[Collected data]
--------

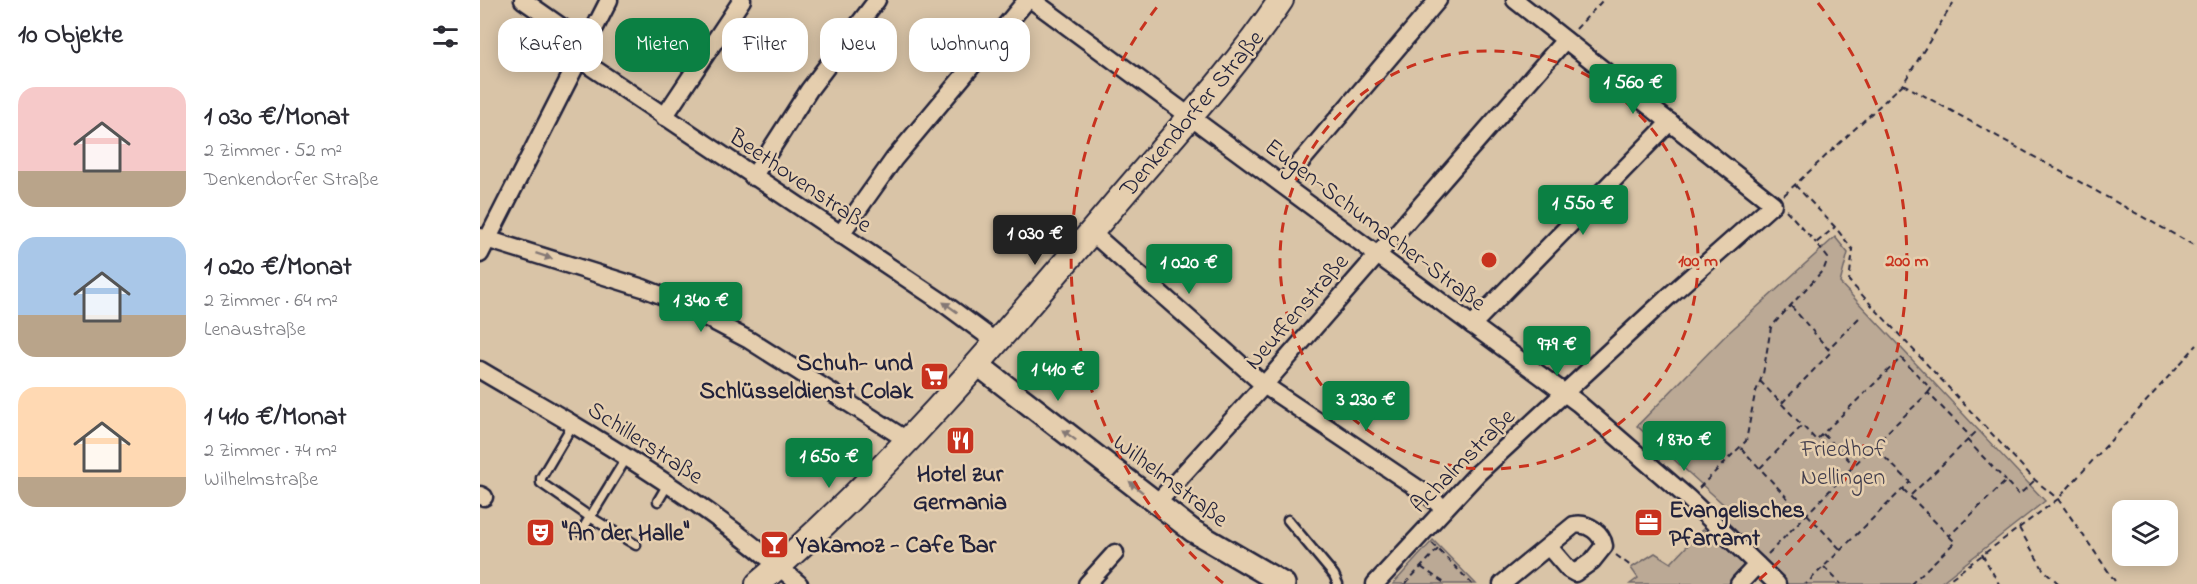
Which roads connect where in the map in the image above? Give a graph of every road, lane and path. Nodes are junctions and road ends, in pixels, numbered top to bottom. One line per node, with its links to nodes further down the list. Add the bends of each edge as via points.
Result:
1 (523, 0): 12 (street, Beethovenstraße)
2 (609, 0): 13 (street)
3 (742, 0): 19 (street)
4 (877, 0): 21 (street, via 809,90)
5 (1027, 0): 27 (street, via 894,159)
6 (1032, 0): 18 (street, Eugen-Schumacher-Straße)
7 (1281, 0): 18 (main road, Denkendorfer Straße)
8 (1438, 0): 22 (street)
9 (1515, 0): 14 (street)
10 (1603, 0): 14 (path)
11 (1955, 0): 17 (path)
12 (544, 18)
13 (599, 18)
14 (1565, 40): 20 (street); 31 (street, Neuffenstraße)
15 (603, 68): 19 (street, Beethovenstraße)
16 (571, 72): 28 (street)
17 (1903, 84): 23 (path); 30 (path)
18 (1190, 116): 22 (street, Eugen-Schumacher-Straße); 26 (main road, Denkendorfer Straße)
19 (664, 117): 21 (street, Beethovenstraße)
20 (1670, 122): 24 (street); 34 (street)
21 (753, 177): 27 (street, Beethovenstraße)
22 (1282, 184): 31 (street, Eugen-Schumacher-Straße)
23 (1795, 185): 24 (path); 25 (path)
24 (1775, 202): 29 (path); 43 (street, Achalmstraße)
25 (1835, 227): 29 (path); 57 (path, via 1853,250 1849,281)
26 (1091, 232): 35 (main road, Denkendorfer Straße); 41 (street)
27 (840, 235): 35 (street, Beethovenstraße, one-way to 27, via 952,308)
28 (483, 243): 50 (street, one-way to 50, via 671,299 749,340)
29 (1816, 243): 32 (path, via 1828,258 1824,269)
30 (2197, 247)
31 (1378, 255): 34 (street, Eugen-Schumacher-Straße); 41 (street, Neuffenstraße)
32 (1790, 306): 37 (path); 40 (path, via 1771,327)
33 (1862, 315): 37 (path)
34 (1472, 325): 43 (street, Eugen-Schumacher-Straße)
35 (996, 342): 38 (main road, Denkendorfer Straße)
36 (2197, 345): 63 (path)
37 (1828, 349): 44 (path, via 1831,352)
38 (976, 364): 50 (main road, Denkendorfer Straße); 65 (street, Wilhelmstraße, one-way to 38)
39 (480, 370): 45 (street, Schillerstraße)
40 (1760, 381): 44 (path); 53 (path, via 1746,441)
41 (1264, 385): 65 (street, Neuffenstraße); 66 (street)
42 (1928, 393): 48 (path, via 1931,389 1901,358); 49 (path); 52 (path)
43 (1564, 394): 62 (street, Eugen-Schumacher-Straße); 66 (street, Achalmstraße)
44 (1781, 403): 46 (path)
45 (573, 424): 54 (street, Schillerstraße); 68 (lane, via 540,482)
46 (1803, 425): 48 (path, via 1816,440); 56 (path)
47 (1976, 432): 49 (path)
48 (1823, 434): 55 (path)
49 (1971, 437): 51 (path)
50 (907, 440): 82 (main road, Denkendorfer Straße)
51 (1967, 440): 58 (path); 61 (path)
52 (1873, 446): 55 (path); 60 (path, via 1910,482)
53 (1740, 447): 56 (path); 62 (path)
54 (627, 457): 59 (street, Schillerstraße); 68 (lane)
55 (1854, 465): 67 (path)
56 (1760, 468): 67 (path)
57 (2035, 480): 58 (path, via 2019,495); 63 (path)
58 (2006, 481): 73 (path)
59 (668, 484): 64 (lane); 82 (street, Schillerstraße)
60 (1903, 489): 61 (path); 78 (path)
61 (1911, 496): 73 (path)
62 (1689, 498): 81 (street, Eugen-Schumacher-Straße)
63 (2058, 499): 70 (path); 104 (path)
64 (658, 501)
65 (1156, 504): 90 (street, Wilhelmstraße, via 1207,541)
66 (1444, 509): 72 (street, Achalmstraße)
67 (1806, 515): 78 (path); 81 (path)
68 (590, 517): 71 (lane); 74 (lane)
69 (1288, 520): 91 (lane)
70 (2019, 528): 80 (path); 103 (path, via 2043,569)
71 (581, 532)
72 (1423, 534): 77 (path); 92 (street, Achalmstraße)
73 (1949, 536): 101 (path, via 1955,542)
74 (636, 545)
75 (1605, 546): 76 (street, via 1600,535 1578,524); 76 (street, via 1575,573); 85 (path)
76 (1549, 547): 96 (street)
77 (1438, 549): 84 (path); 95 (path)
78 (1841, 550): 83 (path)
79 (1115, 553): 89 (street)
80 (1982, 554): 86 (path); 102 (path)
81 (1757, 564): 97 (street); 98 (street, Eugen-Schumacher-Straße)
82 (779, 566): 87 (main road, Denkendorfer Straße); 88 (street, Schillerstraße)
83 (1824, 566): 99 (path); 100 (path)
84 (1421, 567): 93 (path); 94 (path)
85 (1632, 567)
86 (1946, 583)
87 (758, 584)
88 (799, 584)
89 (1087, 584)
90 (1284, 584)
91 (1338, 584)
92 (1375, 584)
93 (1405, 584)
94 (1446, 584)
95 (1472, 584)
96 (1502, 584)
97 (1739, 584)
98 (1777, 584)
99 (1806, 584)
100 (1841, 584)
101 (1911, 584)
102 (1999, 584)
103 (2059, 584)
104 (2117, 584)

--------

- What you are asked to do -
Of all the lines in the data, count those that contain "Denkendorfer" and give that figure with nothing else.

- Response to this exercise -
7